Search the material below for the word "RIDGE" and copy every line in which it occurs.

┄┄┄┄┄┄┄┄┄┄

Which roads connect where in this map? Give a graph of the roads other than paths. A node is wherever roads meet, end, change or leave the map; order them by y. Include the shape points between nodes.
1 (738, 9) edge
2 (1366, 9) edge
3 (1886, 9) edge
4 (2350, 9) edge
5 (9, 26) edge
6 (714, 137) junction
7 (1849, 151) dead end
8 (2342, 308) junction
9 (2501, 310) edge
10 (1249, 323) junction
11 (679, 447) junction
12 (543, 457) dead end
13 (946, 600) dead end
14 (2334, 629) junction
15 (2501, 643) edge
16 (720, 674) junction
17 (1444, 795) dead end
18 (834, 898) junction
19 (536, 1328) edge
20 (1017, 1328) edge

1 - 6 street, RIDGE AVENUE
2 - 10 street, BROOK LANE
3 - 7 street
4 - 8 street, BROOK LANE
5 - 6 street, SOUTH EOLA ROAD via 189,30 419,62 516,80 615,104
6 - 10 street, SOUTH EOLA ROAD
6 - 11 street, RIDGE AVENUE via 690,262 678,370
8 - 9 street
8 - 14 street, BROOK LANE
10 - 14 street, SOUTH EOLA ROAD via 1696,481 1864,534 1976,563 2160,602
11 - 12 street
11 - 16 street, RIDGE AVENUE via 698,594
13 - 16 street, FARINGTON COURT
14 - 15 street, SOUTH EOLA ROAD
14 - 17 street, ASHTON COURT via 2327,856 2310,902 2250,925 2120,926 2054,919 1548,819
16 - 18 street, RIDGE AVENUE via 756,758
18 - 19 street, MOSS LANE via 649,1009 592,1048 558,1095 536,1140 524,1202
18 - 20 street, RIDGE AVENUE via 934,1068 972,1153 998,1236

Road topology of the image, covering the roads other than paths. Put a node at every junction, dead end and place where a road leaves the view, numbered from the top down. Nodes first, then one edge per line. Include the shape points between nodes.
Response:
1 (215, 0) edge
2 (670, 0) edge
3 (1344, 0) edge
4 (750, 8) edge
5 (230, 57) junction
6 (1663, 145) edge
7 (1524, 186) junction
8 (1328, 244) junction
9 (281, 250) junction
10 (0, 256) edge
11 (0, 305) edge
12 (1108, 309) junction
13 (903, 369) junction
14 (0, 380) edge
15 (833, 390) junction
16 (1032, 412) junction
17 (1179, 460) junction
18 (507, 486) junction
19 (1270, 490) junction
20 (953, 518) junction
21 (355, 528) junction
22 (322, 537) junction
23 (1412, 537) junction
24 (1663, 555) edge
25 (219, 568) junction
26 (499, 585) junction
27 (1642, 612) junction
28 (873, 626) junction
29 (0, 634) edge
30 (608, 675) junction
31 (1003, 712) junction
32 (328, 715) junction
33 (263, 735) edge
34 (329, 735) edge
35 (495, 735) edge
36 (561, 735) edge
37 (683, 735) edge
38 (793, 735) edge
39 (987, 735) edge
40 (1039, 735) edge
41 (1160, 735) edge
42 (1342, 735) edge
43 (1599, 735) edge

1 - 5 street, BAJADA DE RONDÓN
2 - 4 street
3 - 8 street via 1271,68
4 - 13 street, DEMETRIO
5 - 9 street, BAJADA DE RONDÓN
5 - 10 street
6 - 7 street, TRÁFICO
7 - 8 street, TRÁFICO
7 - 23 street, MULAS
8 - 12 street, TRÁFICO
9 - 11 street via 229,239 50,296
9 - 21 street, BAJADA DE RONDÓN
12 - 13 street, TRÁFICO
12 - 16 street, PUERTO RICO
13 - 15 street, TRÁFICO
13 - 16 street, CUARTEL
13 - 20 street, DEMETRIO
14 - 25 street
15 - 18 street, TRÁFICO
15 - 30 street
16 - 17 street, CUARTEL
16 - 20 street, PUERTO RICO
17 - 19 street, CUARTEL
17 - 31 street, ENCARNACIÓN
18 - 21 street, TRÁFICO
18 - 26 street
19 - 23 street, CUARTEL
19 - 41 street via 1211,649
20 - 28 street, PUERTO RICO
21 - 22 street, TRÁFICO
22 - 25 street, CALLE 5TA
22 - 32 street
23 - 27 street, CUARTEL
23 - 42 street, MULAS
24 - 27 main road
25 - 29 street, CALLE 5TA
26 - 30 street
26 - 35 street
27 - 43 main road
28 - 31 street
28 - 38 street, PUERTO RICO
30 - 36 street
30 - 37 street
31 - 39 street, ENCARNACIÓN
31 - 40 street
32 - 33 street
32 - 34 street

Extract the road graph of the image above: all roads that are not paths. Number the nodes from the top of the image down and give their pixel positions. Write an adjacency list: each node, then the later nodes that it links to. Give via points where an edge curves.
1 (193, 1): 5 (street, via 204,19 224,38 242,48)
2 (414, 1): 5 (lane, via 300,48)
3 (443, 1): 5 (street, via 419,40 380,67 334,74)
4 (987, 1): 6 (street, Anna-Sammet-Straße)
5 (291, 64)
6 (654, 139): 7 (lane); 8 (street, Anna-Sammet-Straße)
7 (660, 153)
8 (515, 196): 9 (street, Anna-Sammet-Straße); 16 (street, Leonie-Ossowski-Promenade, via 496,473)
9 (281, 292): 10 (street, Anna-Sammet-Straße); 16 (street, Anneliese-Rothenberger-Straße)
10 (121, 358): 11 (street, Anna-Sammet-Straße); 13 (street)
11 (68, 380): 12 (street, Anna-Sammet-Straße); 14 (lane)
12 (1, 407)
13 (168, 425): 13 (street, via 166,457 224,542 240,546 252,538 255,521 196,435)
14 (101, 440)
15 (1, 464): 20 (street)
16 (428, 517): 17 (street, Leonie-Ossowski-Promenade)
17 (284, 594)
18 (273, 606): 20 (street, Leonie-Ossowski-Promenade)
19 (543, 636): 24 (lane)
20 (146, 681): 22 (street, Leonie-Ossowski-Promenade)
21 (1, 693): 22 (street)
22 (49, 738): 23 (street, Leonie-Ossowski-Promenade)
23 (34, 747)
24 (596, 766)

┄┄┄┄┄┄┄┄┄┄

Your solution:
1 - 6 street, RIDGE AVENUE
6 - 11 street, RIDGE AVENUE via 690,262 678,370
11 - 16 street, RIDGE AVENUE via 698,594
16 - 18 street, RIDGE AVENUE via 756,758
18 - 20 street, RIDGE AVENUE via 934,1068 972,1153 998,1236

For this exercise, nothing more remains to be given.